Francis Ngannou ma gdzieś tytuł mistrzowski?! „To tylko pas, wiesz…”
Francis Ngannou wie, że może utracić swój pas mistrzowski wcale nie występując w oktagonie. Champion królewskiej kategorii wagowej jednak… nic sobie z tego nie robi.
Po ostatnim pay-per-view, UFC 270, na tronie wagi ciężkiej wciąż zasiada Francis Ngannou. Kameruńczyk w main evencie wspomnianej gali spotkał się z dawnym sparingpartnerem, niepokonanym Cirylem Gane, z którym wygrał jednogłośną decyzją sędziowską.
Nie od dziś wiadomo, że „The Predator” nie potrafił się dogadać z federacją co do nowego kontraktu. Ngannou żądał, by w umowie znalazł się zapis o boksie. Nie od dziś wiadomo bowiem, że chce on wystąpić w kwadratowym pierścieniu. Jak stwierdził: dojdzie do tego z lub bez UFC.

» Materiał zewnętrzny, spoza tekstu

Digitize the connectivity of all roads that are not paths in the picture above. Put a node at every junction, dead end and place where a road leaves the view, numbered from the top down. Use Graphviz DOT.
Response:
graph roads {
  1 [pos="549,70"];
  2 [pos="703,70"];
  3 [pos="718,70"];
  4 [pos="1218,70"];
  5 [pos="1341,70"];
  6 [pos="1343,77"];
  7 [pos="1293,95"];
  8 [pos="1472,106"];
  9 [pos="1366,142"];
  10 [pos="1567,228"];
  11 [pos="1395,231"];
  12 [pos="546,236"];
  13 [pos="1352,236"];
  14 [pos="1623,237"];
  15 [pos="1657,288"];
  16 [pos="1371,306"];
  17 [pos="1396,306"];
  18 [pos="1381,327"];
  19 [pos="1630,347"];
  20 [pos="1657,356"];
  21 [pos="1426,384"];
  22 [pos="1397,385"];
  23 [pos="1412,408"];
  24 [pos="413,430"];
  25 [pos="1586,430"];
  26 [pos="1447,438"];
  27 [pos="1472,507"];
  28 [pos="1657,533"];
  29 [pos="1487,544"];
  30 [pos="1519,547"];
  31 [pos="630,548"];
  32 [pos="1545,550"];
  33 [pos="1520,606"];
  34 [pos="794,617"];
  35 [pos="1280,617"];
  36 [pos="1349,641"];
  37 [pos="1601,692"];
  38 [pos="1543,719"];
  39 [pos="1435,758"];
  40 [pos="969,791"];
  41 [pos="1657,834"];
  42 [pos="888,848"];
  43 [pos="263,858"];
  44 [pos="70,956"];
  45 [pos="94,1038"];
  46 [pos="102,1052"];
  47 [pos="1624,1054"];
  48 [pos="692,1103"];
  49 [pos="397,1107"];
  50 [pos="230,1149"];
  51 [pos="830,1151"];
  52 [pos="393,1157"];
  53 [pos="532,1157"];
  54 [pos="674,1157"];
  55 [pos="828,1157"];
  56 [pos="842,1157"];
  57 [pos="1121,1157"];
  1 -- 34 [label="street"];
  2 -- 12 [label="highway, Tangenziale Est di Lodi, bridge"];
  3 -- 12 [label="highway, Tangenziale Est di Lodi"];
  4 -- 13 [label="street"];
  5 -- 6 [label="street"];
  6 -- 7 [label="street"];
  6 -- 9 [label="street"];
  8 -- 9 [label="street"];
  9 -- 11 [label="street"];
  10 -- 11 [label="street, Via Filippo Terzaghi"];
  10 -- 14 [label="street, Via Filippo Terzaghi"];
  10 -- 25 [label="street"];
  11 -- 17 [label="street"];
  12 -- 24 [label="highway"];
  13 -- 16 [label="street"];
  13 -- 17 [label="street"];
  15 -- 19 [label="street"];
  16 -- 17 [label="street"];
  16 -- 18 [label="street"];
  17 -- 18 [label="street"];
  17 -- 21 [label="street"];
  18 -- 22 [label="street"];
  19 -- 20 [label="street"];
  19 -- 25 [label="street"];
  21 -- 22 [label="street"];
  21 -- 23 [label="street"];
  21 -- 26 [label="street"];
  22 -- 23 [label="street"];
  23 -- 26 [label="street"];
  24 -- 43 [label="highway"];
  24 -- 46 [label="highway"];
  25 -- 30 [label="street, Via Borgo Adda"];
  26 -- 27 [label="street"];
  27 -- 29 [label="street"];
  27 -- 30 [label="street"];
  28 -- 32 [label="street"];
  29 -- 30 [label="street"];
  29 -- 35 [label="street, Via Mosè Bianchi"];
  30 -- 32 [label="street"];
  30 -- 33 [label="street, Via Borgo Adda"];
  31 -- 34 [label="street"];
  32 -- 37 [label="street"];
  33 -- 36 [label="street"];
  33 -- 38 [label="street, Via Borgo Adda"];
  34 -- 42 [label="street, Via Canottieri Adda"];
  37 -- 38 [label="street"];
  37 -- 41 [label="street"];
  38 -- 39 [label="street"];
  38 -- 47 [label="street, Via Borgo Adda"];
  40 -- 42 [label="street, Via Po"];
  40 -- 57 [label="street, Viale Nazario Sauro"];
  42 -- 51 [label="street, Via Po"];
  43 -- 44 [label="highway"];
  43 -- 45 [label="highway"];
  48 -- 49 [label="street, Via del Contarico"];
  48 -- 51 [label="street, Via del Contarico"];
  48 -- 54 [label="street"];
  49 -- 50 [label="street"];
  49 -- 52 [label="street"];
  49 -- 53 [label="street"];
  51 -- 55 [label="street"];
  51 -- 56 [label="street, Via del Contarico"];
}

Po wygranej nad Cirylem Gane, Francis Ngannou zapowiedział, że musi poddać się operacji, by naprawić uszkodzone kolano. Obrona tytułu na UFC 270 aktywowała klauzulę mistrzowską, przez którą „The Predator” pozostanie championem, jak i w samej federacji na kolejne 12 miesięcy. Po tym czasie – o ile strony się nie dogadają – najprawdopodobniej straci pas. Kameruńczyk jednak… nic sobie z tego nie robi, o czym powiedział Arielowi Helwaniemu w The MMA Hour:
– Nie, jakoś nie martwię się zawakowaniem. To w końcu tylko pas, wiesz? A jak tylko pozbawią mnie pasa, staję się wolnym agentem!

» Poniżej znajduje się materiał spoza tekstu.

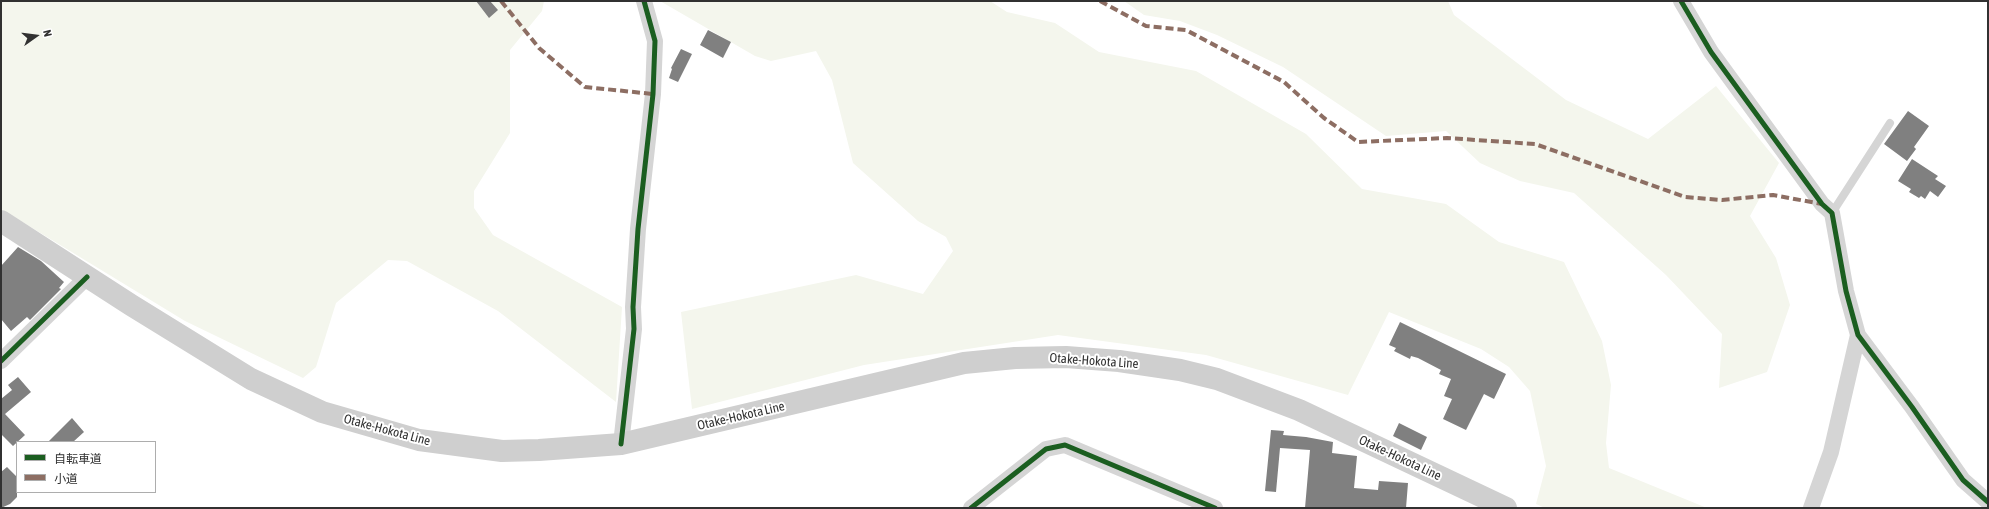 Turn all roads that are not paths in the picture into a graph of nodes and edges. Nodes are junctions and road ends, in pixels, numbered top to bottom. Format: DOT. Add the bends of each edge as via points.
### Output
graph roads {
  1 [pos="644,1"];
  2 [pos="1687,3"];
  3 [pos="1890,123"];
  4 [pos="1832,213"];
  5 [pos="1,221"];
  6 [pos="87,277"];
  7 [pos="1858,335"];
  8 [pos="1,361"];
  9 [pos="621,444"];
  10 [pos="1988,502"];
  11 [pos="971,508"];
  12 [pos="1215,508"];
  13 [pos="1506,508"];
  14 [pos="1810,508"];
  1 -- 9 [label="street" via="655,42 653,94 638,229 634,329"];
  2 -- 4 [label="street" via="1711,52 1822,204"];
  3 -- 4 [label="lane"];
  4 -- 7 [label="street" via="1846,291"];
  5 -- 6 [label="main road, Otake-Hokota Line"];
  6 -- 8 [label="street"];
  6 -- 9 [label="main road, Otake-Hokota Line" via="251,379 322,412 419,440 502,451"];
  7 -- 10 [label="street" via="1963,480"];
  7 -- 14 [label="street" via="1831,452"];
  9 -- 13 [label="main road, Otake-Hokota Line" via="964,363 1014,358 1066,357 1172,369 1224,382 1299,410"];
  11 -- 12 [label="street" via="1046,449 1065,445"];
} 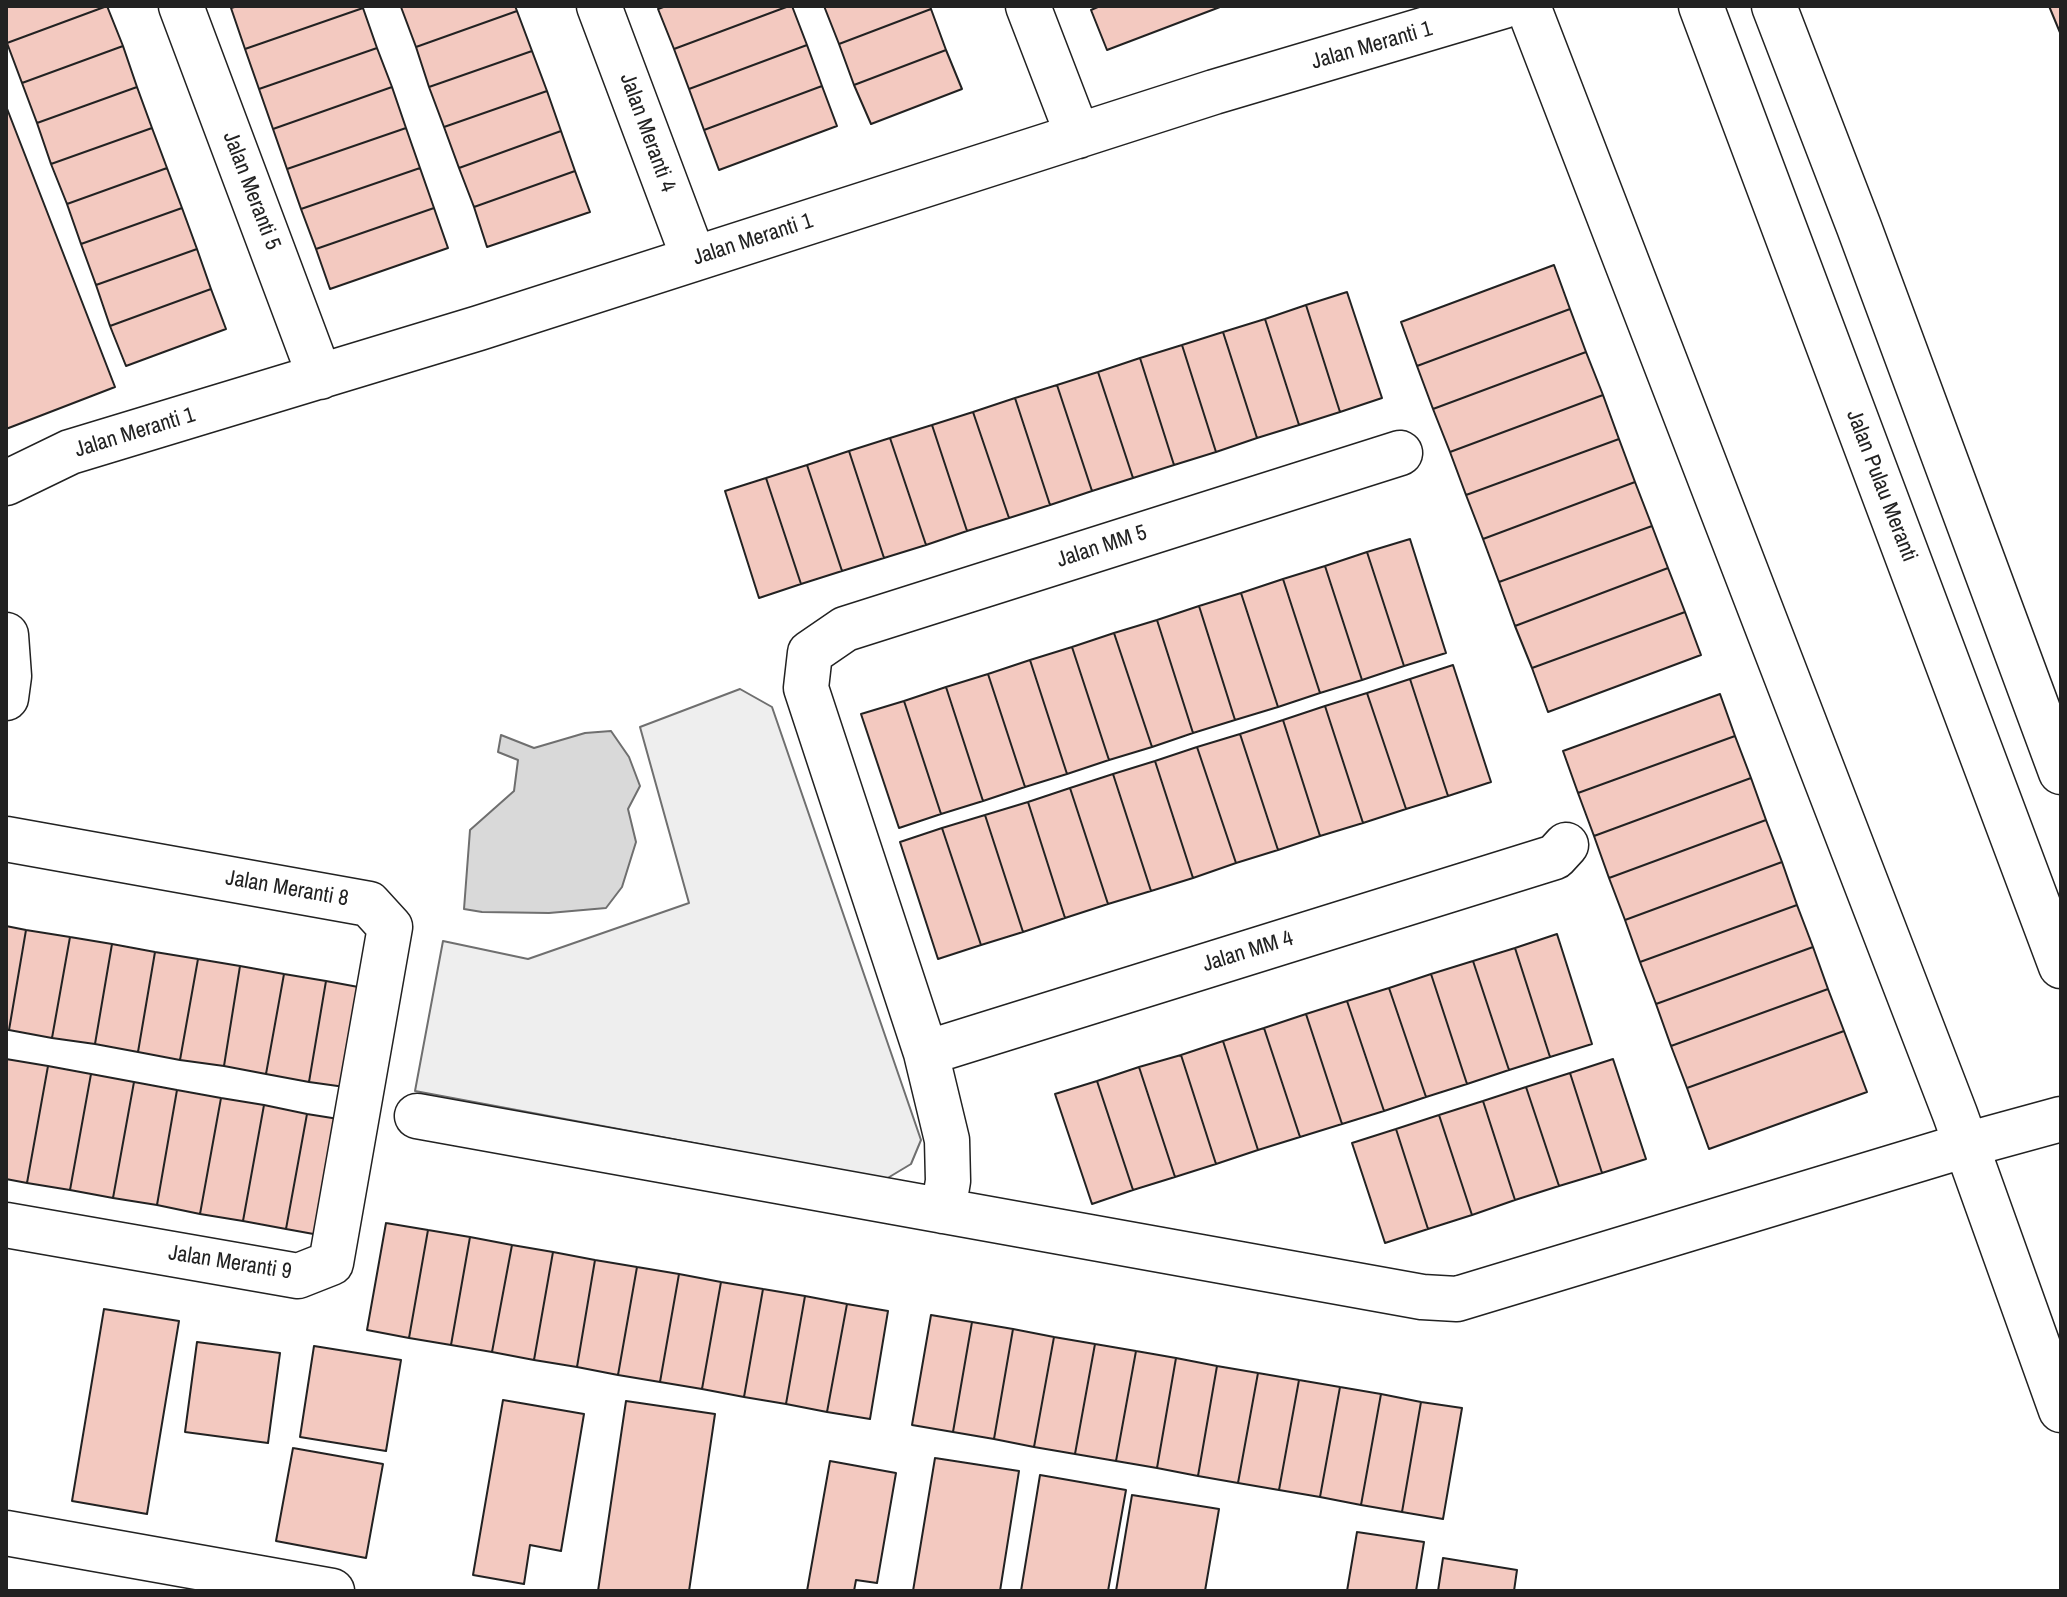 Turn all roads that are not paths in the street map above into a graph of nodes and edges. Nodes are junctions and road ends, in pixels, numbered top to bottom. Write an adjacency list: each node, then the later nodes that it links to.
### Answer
1 (181, 6): 10 (street, Jalan Meranti 5)
2 (599, 6): 9 (street, Jalan Meranti 4)
3 (1028, 6): 8 (street)
4 (1504, 6): 8 (street, Jalan Meranti 1)
5 (1528, 6): 23 (street)
6 (1701, 6): 18 (street, Jalan Pulau Meranti)
7 (1774, 6): 15 (street)
8 (1078, 136): 9 (street, Jalan Meranti 1)
9 (694, 259): 10 (street, Jalan Meranti 1)
10 (320, 377): 12 (street, Jalan Meranti 1)
11 (1400, 453): 19 (street, Jalan MM 5)
12 (6, 483)
13 (6, 635): 14 (street)
14 (6, 698)
15 (2061, 772)
16 (6, 839): 20 (street, Jalan Meranti 8)
17 (1566, 845): 19 (street, Jalan MM 4)
18 (2061, 966)
19 (926, 1053): 24 (street)
20 (360, 1095): 25 (street, Jalan Meranti 9)
21 (417, 1116): 24 (street)
22 (2061, 1119): 23 (street)
23 (1966, 1145): 24 (street); 26 (street)
24 (943, 1211)
25 (6, 1225)
26 (2061, 1410)
27 (6, 1533): 28 (street)
28 (332, 1591)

– Zasłużyłem sobie na ten pas. To nie on czyni mnie mistrzem. Dla jasności sytuacji… Z nim, czy też bez – pozostanę championem. Nic nie zmieni tego statusu.

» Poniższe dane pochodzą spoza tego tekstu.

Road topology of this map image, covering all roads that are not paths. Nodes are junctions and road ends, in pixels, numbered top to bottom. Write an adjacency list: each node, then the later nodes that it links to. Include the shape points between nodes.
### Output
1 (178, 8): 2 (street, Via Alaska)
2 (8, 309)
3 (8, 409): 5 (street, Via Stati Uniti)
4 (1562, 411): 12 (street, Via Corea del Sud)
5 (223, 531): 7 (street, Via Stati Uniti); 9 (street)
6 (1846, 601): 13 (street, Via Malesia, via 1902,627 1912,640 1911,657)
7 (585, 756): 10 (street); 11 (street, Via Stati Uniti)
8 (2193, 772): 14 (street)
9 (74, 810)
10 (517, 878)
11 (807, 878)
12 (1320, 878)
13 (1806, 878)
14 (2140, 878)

Wcześniejsze słowa Francisa Ngannou nie umknęły uwadze Tysona Fury’ego, który wyzwał mistrza UFC na pojedynek. Do niego jednak prędko nie dojdzie. Oprócz kontuzji i rehabilitacji „The Predatora” na drodze staje też najbliższa obrona tytułu przez „Gypsy King”. W kwietniu Anglik spotka się z Dyllianem Whitem.